EXERCISE DETAILS
Every line of the records below that holds the word "Governador" should be copied out.

LISTED RECORDS
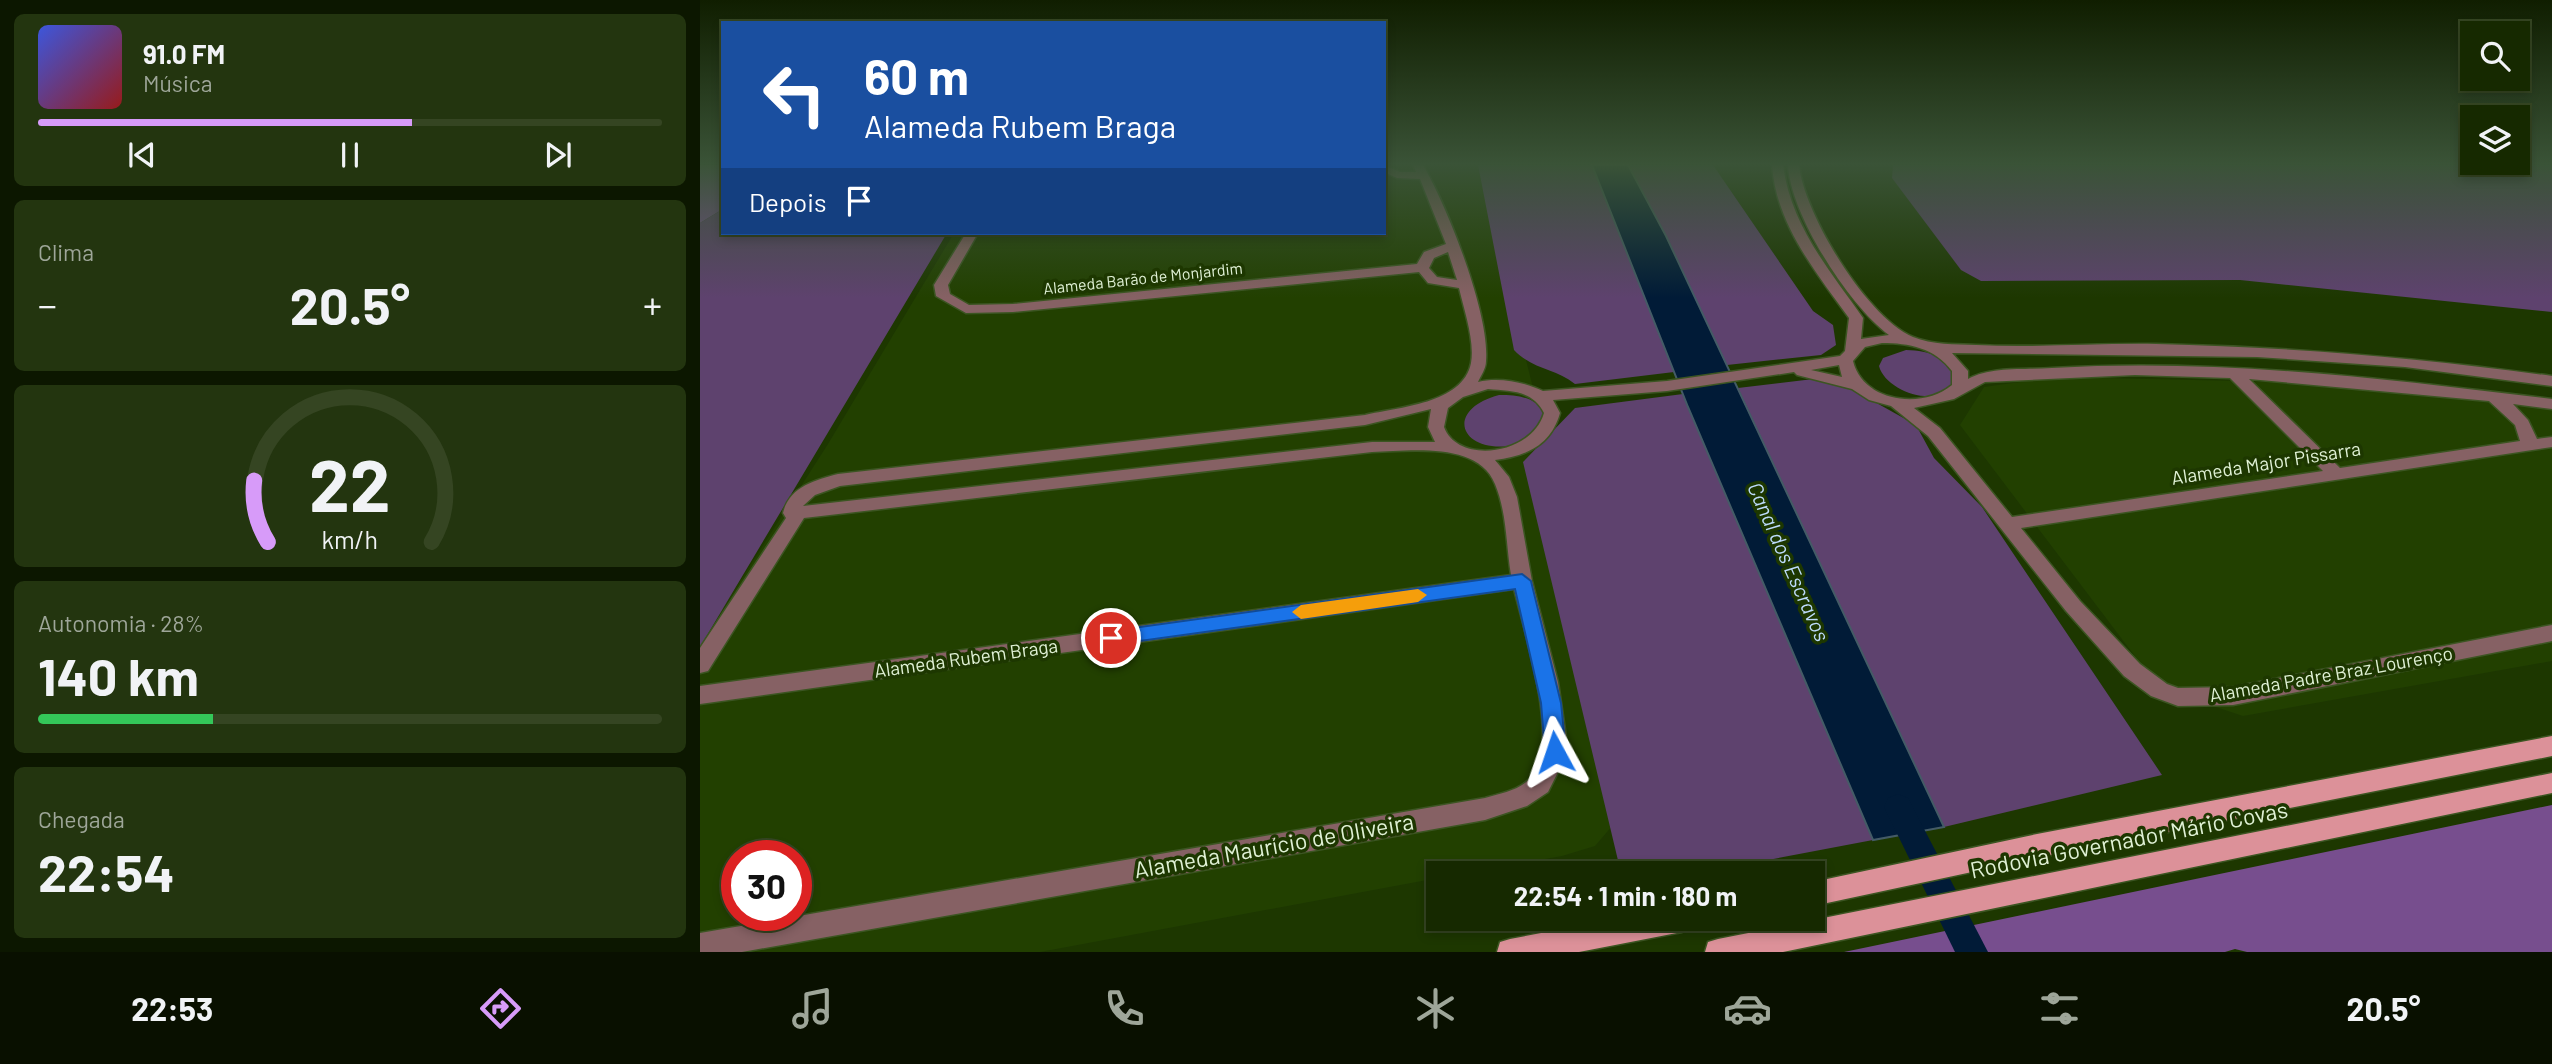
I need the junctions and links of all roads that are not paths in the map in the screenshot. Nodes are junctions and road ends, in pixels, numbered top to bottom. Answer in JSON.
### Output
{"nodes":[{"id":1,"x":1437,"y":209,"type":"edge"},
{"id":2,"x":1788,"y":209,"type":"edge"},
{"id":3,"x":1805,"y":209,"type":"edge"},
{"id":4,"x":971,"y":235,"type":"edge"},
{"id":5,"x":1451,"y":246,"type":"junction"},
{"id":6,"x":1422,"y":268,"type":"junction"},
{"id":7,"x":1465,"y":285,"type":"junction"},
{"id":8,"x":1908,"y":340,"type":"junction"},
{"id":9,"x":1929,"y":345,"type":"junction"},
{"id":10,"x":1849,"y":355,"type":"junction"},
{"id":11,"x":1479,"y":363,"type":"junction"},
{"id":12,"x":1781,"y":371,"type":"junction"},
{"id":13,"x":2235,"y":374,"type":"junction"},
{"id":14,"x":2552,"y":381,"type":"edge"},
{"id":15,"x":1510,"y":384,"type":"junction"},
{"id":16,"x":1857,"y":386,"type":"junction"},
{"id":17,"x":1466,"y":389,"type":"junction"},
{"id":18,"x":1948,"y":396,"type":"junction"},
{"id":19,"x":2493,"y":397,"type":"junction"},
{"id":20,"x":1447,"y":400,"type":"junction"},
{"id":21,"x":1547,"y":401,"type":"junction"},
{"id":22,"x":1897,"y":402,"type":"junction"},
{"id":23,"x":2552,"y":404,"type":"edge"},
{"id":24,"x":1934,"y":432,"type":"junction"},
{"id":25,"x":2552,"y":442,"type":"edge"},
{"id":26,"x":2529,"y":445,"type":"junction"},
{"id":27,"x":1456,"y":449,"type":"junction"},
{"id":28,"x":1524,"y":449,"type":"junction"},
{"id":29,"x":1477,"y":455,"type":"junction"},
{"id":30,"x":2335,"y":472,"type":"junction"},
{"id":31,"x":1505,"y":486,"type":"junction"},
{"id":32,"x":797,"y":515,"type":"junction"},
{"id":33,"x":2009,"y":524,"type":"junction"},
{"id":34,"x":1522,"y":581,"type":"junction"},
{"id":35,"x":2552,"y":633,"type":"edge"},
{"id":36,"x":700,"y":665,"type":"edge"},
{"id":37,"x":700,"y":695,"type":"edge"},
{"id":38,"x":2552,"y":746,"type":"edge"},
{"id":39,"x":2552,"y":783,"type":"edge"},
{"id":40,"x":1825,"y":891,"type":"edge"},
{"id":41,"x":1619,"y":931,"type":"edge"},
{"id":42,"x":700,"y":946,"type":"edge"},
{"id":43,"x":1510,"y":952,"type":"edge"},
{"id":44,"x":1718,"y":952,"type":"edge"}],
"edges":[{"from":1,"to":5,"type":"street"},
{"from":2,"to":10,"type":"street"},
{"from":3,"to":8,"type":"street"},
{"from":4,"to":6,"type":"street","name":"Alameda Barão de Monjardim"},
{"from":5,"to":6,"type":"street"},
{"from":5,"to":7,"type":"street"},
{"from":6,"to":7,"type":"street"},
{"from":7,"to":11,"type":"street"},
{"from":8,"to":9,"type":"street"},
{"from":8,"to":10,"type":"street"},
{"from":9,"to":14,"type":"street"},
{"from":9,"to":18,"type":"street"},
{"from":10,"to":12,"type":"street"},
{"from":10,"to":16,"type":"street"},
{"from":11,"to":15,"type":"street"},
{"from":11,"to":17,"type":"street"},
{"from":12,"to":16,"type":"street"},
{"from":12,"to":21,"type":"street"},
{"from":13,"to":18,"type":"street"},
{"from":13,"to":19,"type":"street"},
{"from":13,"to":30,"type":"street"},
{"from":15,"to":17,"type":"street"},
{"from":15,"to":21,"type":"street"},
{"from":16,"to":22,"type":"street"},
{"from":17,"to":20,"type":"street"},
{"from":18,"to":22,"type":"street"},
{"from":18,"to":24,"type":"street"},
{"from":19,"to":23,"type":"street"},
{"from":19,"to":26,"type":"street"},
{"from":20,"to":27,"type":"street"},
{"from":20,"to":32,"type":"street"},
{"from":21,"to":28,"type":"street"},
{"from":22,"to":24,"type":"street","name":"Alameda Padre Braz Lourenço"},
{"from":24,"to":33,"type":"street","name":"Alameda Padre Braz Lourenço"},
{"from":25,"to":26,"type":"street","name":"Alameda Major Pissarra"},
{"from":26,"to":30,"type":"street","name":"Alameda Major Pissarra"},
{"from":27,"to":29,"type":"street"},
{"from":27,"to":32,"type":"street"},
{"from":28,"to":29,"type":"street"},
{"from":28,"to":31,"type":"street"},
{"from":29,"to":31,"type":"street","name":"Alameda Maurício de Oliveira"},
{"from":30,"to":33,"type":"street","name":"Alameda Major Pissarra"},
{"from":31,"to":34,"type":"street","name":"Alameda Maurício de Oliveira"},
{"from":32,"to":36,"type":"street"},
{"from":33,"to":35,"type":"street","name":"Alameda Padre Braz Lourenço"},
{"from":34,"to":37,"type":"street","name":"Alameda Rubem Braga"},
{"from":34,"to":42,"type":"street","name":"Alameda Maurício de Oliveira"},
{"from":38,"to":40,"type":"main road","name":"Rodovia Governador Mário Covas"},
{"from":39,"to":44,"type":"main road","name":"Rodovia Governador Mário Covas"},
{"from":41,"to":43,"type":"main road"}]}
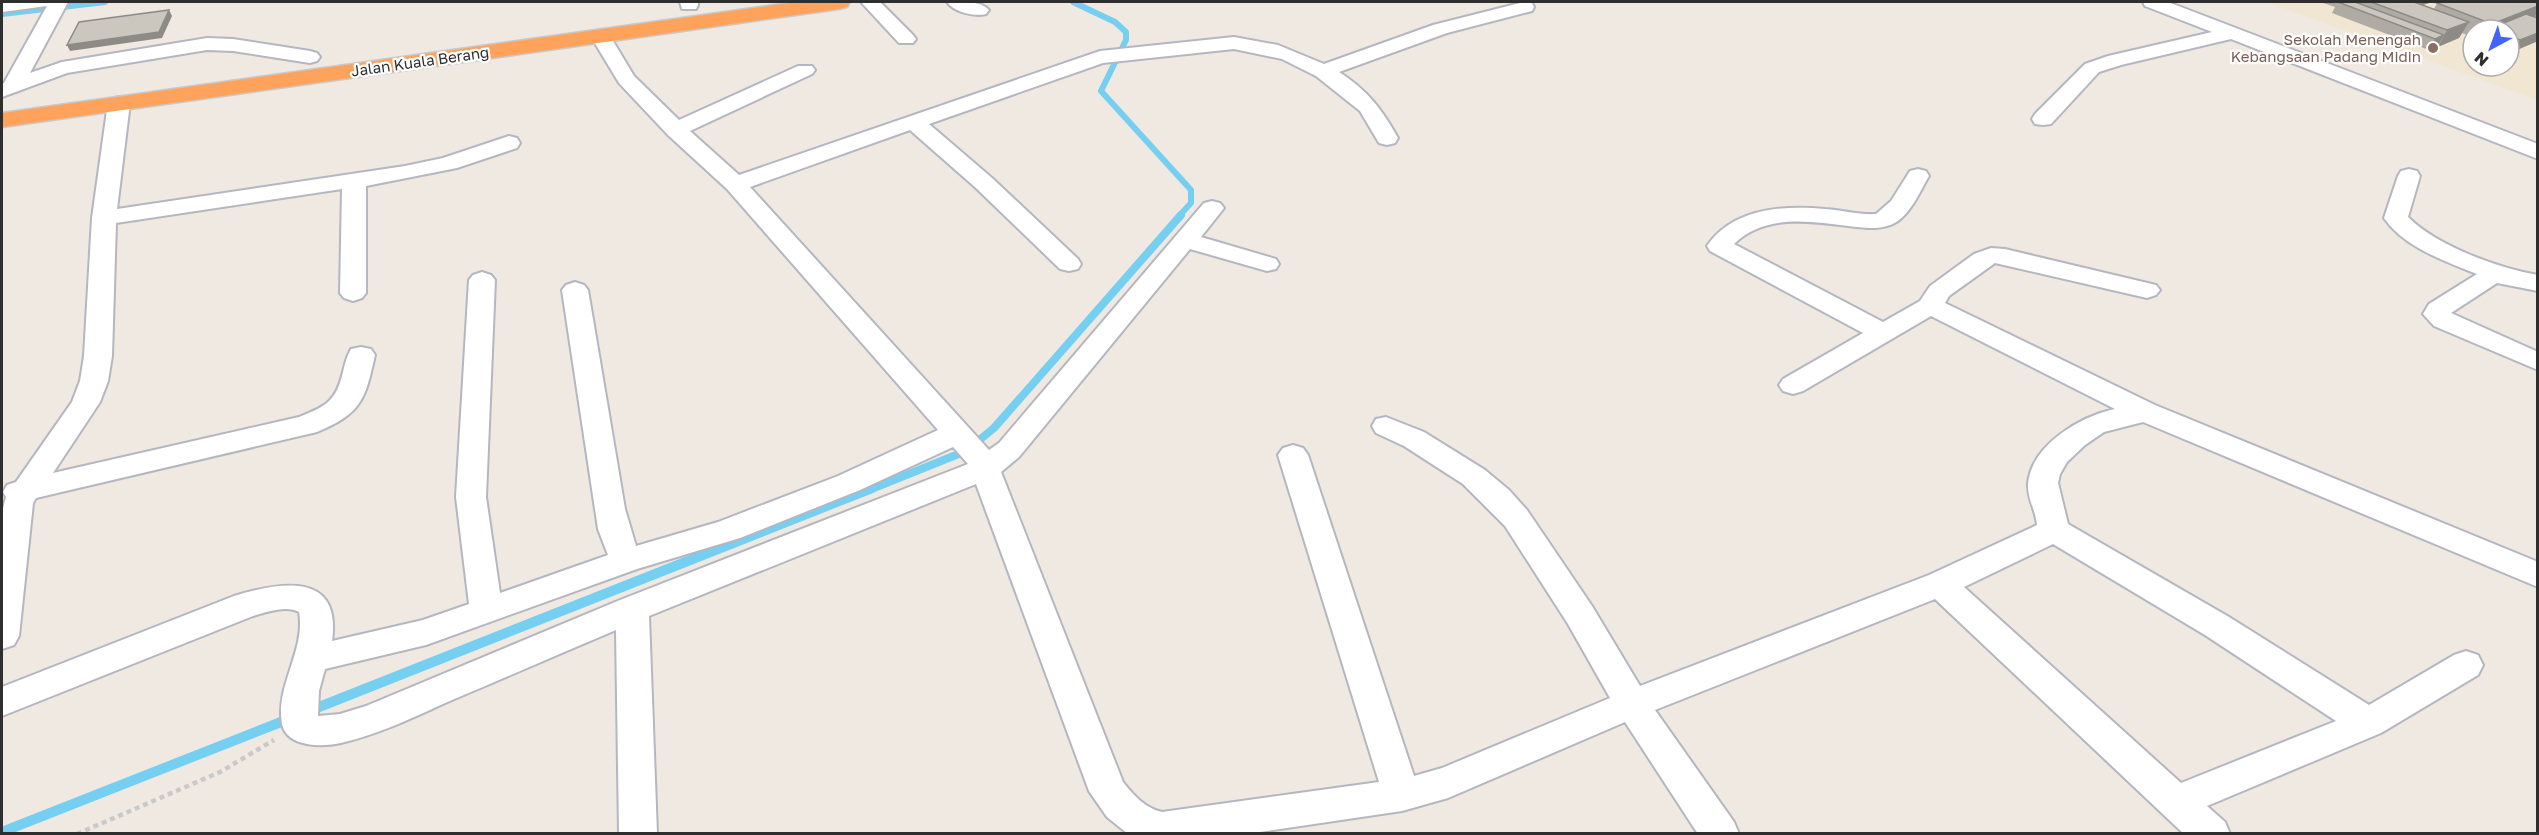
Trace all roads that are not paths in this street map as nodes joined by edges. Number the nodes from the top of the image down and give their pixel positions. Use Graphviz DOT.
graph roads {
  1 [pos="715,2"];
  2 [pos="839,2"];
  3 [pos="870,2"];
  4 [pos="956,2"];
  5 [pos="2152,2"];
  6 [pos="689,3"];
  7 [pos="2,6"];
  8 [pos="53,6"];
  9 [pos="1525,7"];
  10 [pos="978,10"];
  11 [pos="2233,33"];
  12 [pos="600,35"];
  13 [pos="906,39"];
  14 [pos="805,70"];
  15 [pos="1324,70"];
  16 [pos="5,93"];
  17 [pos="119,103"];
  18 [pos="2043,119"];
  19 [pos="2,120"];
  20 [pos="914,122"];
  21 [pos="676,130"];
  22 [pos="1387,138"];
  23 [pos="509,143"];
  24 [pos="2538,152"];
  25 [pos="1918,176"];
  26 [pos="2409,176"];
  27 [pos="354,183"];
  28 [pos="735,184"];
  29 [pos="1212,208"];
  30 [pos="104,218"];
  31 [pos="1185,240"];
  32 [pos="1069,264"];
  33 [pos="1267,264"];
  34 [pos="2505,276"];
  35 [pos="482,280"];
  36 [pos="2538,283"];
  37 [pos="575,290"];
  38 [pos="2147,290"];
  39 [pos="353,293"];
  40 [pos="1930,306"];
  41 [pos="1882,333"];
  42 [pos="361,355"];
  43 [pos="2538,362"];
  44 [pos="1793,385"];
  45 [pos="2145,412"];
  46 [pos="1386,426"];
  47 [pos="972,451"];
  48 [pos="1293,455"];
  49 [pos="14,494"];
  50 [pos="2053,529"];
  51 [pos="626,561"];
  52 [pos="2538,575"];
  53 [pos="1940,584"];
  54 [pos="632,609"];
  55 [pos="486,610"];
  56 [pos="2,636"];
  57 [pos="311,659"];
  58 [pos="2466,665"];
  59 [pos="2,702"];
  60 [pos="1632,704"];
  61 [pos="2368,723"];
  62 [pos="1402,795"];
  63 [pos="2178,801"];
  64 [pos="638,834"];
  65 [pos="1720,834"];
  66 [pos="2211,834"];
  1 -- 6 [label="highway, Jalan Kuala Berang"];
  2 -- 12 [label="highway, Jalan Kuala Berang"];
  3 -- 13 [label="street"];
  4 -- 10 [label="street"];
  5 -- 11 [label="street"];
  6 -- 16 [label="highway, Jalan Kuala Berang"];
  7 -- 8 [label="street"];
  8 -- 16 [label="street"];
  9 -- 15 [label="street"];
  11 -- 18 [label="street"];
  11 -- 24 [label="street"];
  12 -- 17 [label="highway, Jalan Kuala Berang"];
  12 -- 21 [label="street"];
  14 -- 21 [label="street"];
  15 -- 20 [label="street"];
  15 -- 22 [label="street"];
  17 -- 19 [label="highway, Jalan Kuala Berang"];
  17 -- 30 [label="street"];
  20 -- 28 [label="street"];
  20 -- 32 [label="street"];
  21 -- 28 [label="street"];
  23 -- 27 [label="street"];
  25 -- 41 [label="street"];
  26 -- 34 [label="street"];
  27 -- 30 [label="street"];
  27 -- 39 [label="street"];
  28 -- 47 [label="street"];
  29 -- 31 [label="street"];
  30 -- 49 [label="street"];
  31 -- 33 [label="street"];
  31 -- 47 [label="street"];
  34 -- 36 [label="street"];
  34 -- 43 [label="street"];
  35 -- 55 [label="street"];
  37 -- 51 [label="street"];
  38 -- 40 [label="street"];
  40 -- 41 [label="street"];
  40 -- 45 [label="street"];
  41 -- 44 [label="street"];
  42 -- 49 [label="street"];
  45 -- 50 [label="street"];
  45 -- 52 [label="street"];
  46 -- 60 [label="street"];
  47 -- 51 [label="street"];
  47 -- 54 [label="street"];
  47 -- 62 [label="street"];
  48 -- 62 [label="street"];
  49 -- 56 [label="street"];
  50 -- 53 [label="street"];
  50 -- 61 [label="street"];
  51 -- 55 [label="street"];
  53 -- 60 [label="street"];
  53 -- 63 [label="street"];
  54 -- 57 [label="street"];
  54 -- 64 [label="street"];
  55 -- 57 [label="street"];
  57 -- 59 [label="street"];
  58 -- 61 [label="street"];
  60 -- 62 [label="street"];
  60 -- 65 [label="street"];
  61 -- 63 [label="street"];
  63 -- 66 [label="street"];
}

RESPONSE TO THIS EXERCISE
{"from":38,"to":40,"type":"main road","name":"Rodovia Governador Mário Covas"},
{"from":39,"to":44,"type":"main road","name":"Rodovia Governador Mário Covas"},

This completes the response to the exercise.